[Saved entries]
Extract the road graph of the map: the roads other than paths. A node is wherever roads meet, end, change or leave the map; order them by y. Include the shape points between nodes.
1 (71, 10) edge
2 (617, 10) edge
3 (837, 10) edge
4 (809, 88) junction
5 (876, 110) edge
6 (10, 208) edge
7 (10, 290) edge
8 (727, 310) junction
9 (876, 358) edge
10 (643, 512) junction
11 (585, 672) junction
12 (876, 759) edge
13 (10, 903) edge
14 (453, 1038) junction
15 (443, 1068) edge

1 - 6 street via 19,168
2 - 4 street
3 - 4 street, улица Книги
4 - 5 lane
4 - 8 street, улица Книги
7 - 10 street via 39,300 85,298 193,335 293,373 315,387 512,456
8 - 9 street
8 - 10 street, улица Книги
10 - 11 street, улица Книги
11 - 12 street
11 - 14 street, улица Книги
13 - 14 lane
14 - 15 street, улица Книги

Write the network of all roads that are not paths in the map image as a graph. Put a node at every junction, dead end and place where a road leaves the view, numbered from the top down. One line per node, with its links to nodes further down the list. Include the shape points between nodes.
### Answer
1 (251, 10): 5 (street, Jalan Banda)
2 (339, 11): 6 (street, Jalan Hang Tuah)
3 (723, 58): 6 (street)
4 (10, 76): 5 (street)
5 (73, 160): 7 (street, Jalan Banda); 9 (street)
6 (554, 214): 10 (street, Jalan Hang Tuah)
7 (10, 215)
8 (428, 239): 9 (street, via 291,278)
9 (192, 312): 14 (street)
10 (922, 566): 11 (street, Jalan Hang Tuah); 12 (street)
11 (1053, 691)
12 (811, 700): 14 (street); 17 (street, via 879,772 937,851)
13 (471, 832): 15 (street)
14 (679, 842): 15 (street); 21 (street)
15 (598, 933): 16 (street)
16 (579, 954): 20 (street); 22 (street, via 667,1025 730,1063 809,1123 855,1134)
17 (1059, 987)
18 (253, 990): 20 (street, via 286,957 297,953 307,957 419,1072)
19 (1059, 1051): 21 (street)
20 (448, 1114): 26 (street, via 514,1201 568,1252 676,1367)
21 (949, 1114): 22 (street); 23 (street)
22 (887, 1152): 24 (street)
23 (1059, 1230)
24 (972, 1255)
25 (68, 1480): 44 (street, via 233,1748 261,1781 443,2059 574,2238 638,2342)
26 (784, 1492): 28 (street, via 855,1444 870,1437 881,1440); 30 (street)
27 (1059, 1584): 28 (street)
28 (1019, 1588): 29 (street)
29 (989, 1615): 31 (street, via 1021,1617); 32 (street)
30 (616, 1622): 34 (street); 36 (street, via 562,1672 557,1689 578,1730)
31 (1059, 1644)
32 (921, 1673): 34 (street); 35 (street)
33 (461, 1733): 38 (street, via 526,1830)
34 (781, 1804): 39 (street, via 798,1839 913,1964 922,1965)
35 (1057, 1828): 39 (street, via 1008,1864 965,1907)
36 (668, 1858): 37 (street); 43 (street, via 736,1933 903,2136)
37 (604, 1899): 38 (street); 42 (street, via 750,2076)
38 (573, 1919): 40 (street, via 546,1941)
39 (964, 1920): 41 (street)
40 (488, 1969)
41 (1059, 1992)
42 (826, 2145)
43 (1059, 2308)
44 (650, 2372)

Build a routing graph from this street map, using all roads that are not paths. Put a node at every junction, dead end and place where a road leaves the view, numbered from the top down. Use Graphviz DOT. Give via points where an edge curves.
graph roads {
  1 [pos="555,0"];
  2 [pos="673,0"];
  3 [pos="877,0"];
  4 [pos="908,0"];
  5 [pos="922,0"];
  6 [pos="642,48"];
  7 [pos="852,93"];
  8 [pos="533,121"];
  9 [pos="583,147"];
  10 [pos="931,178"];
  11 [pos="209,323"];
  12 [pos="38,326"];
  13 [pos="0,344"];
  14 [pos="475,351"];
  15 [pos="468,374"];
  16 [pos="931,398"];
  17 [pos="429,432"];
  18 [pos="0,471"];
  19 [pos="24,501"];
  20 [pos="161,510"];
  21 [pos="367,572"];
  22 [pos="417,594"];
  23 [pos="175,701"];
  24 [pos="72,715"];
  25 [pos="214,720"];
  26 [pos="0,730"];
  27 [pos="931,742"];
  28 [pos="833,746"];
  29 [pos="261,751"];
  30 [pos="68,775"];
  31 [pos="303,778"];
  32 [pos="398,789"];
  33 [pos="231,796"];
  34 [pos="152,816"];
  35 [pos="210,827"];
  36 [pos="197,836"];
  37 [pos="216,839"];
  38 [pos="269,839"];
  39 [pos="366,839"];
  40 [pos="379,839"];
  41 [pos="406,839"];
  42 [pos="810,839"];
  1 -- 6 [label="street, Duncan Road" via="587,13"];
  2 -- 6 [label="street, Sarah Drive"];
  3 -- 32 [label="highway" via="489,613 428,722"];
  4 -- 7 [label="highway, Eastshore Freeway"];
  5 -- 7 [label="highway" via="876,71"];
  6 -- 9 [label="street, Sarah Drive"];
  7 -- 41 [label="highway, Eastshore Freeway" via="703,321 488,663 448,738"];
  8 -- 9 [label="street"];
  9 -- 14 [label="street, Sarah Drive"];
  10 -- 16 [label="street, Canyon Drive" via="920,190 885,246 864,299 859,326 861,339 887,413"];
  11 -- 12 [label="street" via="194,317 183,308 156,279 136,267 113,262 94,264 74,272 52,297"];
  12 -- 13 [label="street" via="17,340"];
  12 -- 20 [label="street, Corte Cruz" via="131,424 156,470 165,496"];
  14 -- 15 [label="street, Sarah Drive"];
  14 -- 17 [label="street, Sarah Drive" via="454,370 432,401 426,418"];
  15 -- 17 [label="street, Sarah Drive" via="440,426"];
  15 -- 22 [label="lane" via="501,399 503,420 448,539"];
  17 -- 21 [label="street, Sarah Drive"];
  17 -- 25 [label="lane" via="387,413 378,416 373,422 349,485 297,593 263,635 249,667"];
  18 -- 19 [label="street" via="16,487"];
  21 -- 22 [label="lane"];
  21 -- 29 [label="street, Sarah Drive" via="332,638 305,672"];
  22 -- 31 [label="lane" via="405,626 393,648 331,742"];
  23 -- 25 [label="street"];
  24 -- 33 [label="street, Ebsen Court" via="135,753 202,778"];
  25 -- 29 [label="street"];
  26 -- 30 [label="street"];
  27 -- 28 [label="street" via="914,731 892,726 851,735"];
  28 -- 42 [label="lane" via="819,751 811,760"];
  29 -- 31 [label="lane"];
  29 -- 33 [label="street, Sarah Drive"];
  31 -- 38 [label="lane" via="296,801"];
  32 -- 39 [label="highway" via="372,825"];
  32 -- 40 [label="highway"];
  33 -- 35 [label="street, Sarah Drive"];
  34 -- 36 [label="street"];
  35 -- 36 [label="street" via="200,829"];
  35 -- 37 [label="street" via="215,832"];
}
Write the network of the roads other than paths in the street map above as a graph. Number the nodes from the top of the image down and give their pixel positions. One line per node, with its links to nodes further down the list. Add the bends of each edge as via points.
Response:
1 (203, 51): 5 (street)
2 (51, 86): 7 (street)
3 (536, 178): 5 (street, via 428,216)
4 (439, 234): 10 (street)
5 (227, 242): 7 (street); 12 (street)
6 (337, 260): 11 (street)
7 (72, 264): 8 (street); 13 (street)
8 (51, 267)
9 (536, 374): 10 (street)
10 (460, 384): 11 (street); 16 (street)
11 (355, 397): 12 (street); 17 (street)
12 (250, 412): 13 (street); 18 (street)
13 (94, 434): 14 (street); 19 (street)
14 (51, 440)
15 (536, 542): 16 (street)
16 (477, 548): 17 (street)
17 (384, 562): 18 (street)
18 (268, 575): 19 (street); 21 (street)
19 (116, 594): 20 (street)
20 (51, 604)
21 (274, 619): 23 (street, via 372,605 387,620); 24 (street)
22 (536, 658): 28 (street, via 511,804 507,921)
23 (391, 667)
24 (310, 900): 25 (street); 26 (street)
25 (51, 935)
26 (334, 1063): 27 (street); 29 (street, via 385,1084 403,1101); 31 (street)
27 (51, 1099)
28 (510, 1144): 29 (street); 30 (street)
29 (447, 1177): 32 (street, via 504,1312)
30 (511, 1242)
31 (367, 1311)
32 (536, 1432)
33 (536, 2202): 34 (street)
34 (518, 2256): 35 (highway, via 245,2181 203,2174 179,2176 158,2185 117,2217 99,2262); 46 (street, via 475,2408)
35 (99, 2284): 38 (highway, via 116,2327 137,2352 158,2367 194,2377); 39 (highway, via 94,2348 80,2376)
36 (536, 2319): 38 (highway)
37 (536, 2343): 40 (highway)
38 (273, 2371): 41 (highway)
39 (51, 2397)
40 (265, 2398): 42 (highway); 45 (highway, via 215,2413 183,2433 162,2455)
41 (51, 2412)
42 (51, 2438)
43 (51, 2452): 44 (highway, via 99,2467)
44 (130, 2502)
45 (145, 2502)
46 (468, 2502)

WHAT IS NEEDED — In restating the data, begin at its first line, reproduce each line word for word, and conclude with the line that contains "Write the network of all".

WRITTEN SOLUTION —
Extract the road graph of the map: the roads other than paths. A node is wherever roads meet, end, change or leave the map; order them by y. Include the shape points between nodes.
1 (71, 10) edge
2 (617, 10) edge
3 (837, 10) edge
4 (809, 88) junction
5 (876, 110) edge
6 (10, 208) edge
7 (10, 290) edge
8 (727, 310) junction
9 (876, 358) edge
10 (643, 512) junction
11 (585, 672) junction
12 (876, 759) edge
13 (10, 903) edge
14 (453, 1038) junction
15 (443, 1068) edge

1 - 6 street via 19,168
2 - 4 street
3 - 4 street, улица Книги
4 - 5 lane
4 - 8 street, улица Книги
7 - 10 street via 39,300 85,298 193,335 293,373 315,387 512,456
8 - 9 street
8 - 10 street, улица Книги
10 - 11 street, улица Книги
11 - 12 street
11 - 14 street, улица Книги
13 - 14 lane
14 - 15 street, улица Книги

Write the network of all roads that are not paths in the map image as a graph. Put a node at every junction, dead end and place where a road leaves the view, numbered from the top down. One line per node, with its links to nodes further down the list. Include the shape points between nodes.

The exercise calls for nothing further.